Preoperative CT-based topologically distinct intratumoral heterogeneity scores for predicting intratumoral tertiary lymphoid structures and outcomes in hepatocellular carcinoma: A multicenter study.
Authors
Affiliations (10)
Affiliations (10)
- Department of Radiology, The Second Affiliated Hospital, Jiangxi Medical College, Nanchang University, Nanchang, Jiangxi, 330006, China; Jiangxi Provincial Key Laboratory of Intelligent Medical Imaging, Nanchang, Jiangxi, 330006, China; Nanchang Key Laboratory of Medical-Engineering Integration and Clinical Translation, Nanchang, Jiangxi, 330006, China.
- Department of Radiology, The Quzhou Affiliated Hospital of Wenzhou Medical University, Quzhou, People's Hospital, Quzhou, Zhejiang, 324000, China.
- Department of Radiology, The First Affiliated Hospital, Jiangxi Medical College, Nanchang University, Nanchang, Jiangxi, 330006, China.
- Department of Pathology, Jiangxi Cancer Hospital, Nanchang, Jiangxi, 330029, China.
- Department of Radiology, The Third Hospital of Quzhou, Quzhou, Zhejiang, 324000, China.

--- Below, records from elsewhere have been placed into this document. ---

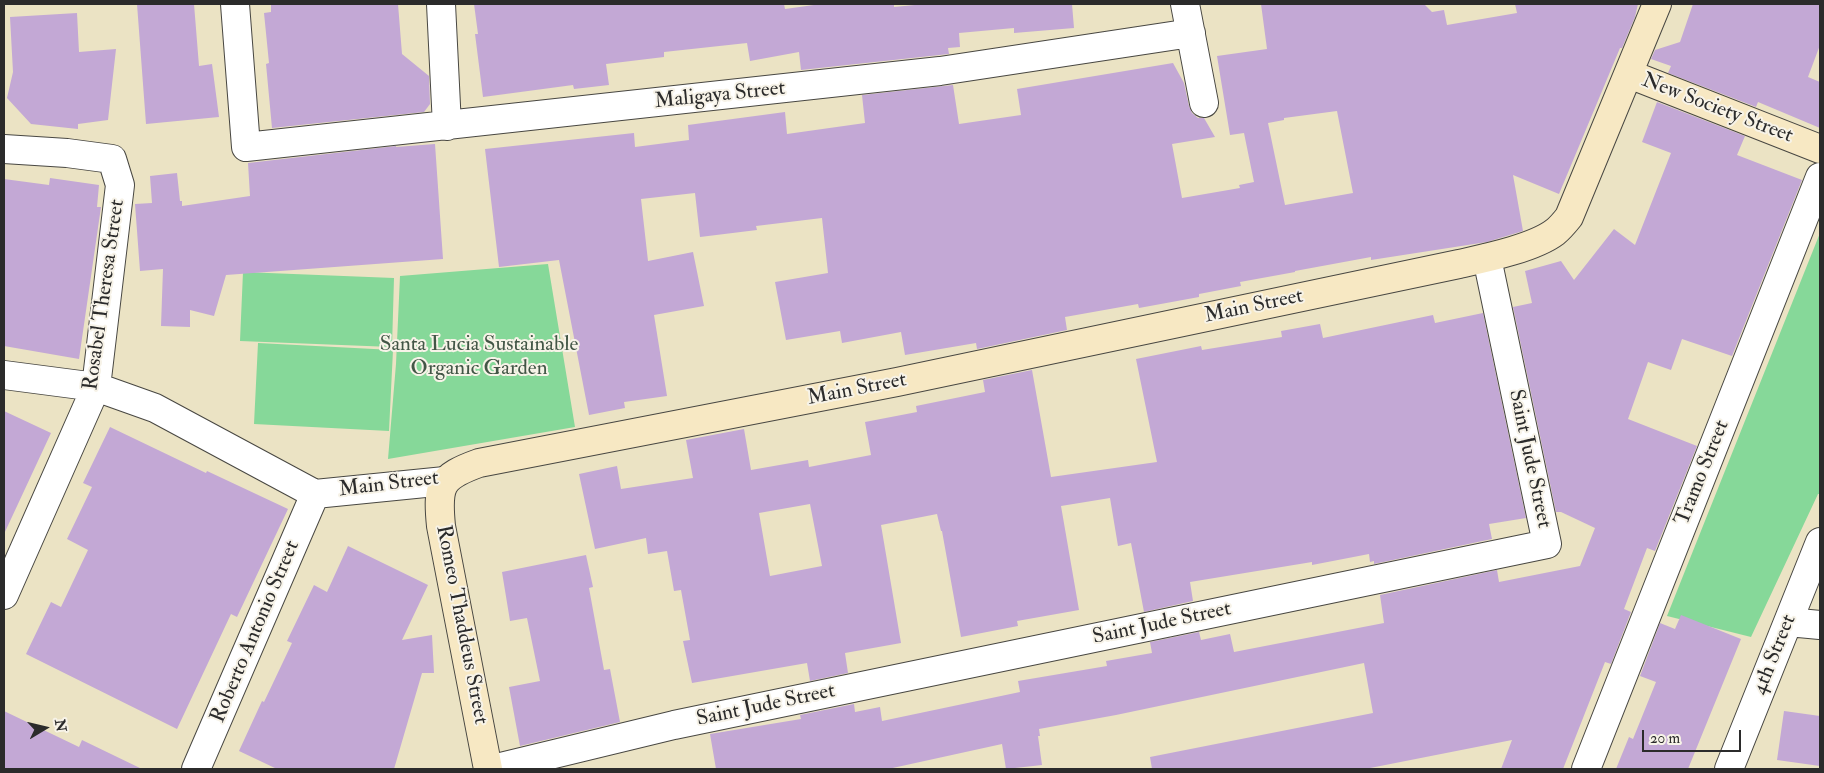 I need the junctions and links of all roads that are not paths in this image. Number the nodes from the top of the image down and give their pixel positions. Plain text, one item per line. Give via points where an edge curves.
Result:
1 (235, 4) edge
2 (441, 4) edge
3 (1185, 4) edge
4 (1657, 4) edge
5 (1191, 33) junction
6 (1629, 74) junction
7 (1204, 103) dead end
8 (447, 126) junction
9 (4, 149) edge
10 (1820, 150) edge
11 (1820, 177) edge
12 (1487, 258) junction
13 (4, 375) edge
14 (96, 387) junction
15 (445, 481) junction
16 (315, 494) junction
17 (1820, 542) edge
18 (4, 595) edge
19 (1788, 622) junction
20 (1820, 625) edge
21 (196, 769) edge
22 (488, 769) edge
23 (492, 769) edge
24 (1586, 769) edge
25 (1729, 769) edge

1 - 8 street, Maligaya Street via 246,147
2 - 8 street
3 - 5 street
4 - 6 street, New Society Street
5 - 7 street
5 - 8 street, Maligaya Street via 940,71
6 - 10 street, New Society Street
6 - 12 street, Main Street via 1569,218 1555,232 1535,243
9 - 14 street, Rosabel Theresa Street via 112,159 120,185
11 - 24 street, Tramo Street
12 - 15 street, Main Street via 897,382 479,463 462,469
12 - 23 street, Saint Jude Street via 1547,544 674,725
13 - 14 street, Main Street
14 - 16 street, Main Street via 155,408
14 - 18 street, Rosabel Theresa Street
15 - 16 street, Main Street
15 - 22 street, Romeo Thaddeus Street via 439,501 442,526
16 - 21 street, Roberto Antonio Street
17 - 19 street, 4th Street
19 - 20 street
19 - 25 street, 4th Street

- Department of Ultrasound, Jiangxi Maternal and Child Health Hospital, Nanchang, Jiangxi, 330038, China.
- School of Mathematics and Computational Science, Xiangtan University, Xiangtan, Hunan, 411105, China.
- Department of Radiology, Jiangxi Cancer Hospital, Nanchang, Jiangxi, 330029, China. Electronic address: [email protected].
- Department of Radiology, Xiangtan Central Hospital, Xiangtan, Hunan, 411000, China. Electronic address: [email protected].
- Department of Radiology, The Second Affiliated Hospital, Jiangxi Medical College, Nanchang University, Nanchang, Jiangxi, 330006, China; Jiangxi Provincial Key Laboratory of Intelligent Medical Imaging, Nanchang, Jiangxi, 330006, China; Nanchang Key Laboratory of Medical-Engineering Integration and Clinical Translation, Nanchang, Jiangxi, 330006, China. Electronic address: [email protected].
Abstract
Intratumoral tertiary lymphoid structures (iTLSs) are prognostic biomarkers for hepatocellular carcinoma (HCC). This study aimed to develop a machine learning approach based on topologically distinct intratumoral heterogeneity (ITH) scores derived from CT images to predict iTLS status and patient outcomes. In this multicenter study, patients from Centers 1 and 2 were divided into training (n = 475) and internal validation (n = 204) cohorts, with an independent cohort (n = 208) used for external validation from Center 3. Two complementary ITH scores were developed: a 2D score integrating local radiomics with global pixel patterns on the largest cross-sectional slice, and a 3D score extending this quantification to the entire tumor volume. A stacking ensemble classifier (2D3D-TD-ITH-Ensemble) incorporating clinicoradiological features and ITH scores was constructed to predict iTLS status. Model performance was compared with clinical and traditional radiomics models. SHapley Additive exPlanations (SHAP) analysis was used for interpretability. Disease-free survival (DFS) was assessed using Kaplan-Meier analysis. The 2D3D-TD-ITH-Ensemble demonstrated superior diagnostic performance compared to reference models. In the internal validation cohort, the ensemble model achieved an AUC of 0.904, outperforming the radiomics (AUC 0.887) and clinical models (AUC 0.811). Consistent results were observed in the external validation cohort, where the ensemble model yielded an AUC of 0.890, versus 0.864 for the radiomics model and 0.817 for the clinical model. SHAP analysis identified the 3D ITH score as the most influential contributor to model output. Furthermore, HCC patients with the presence of iTLS and lower 3D ITH scores exhibited significantly better DFS (p < 0.05). The preoperative CT-based 3D ITH score serves as a robust non-invasive biomarker for predicting iTLS status and prognosis in HCC, potentially guiding stratified immunotherapy strategies.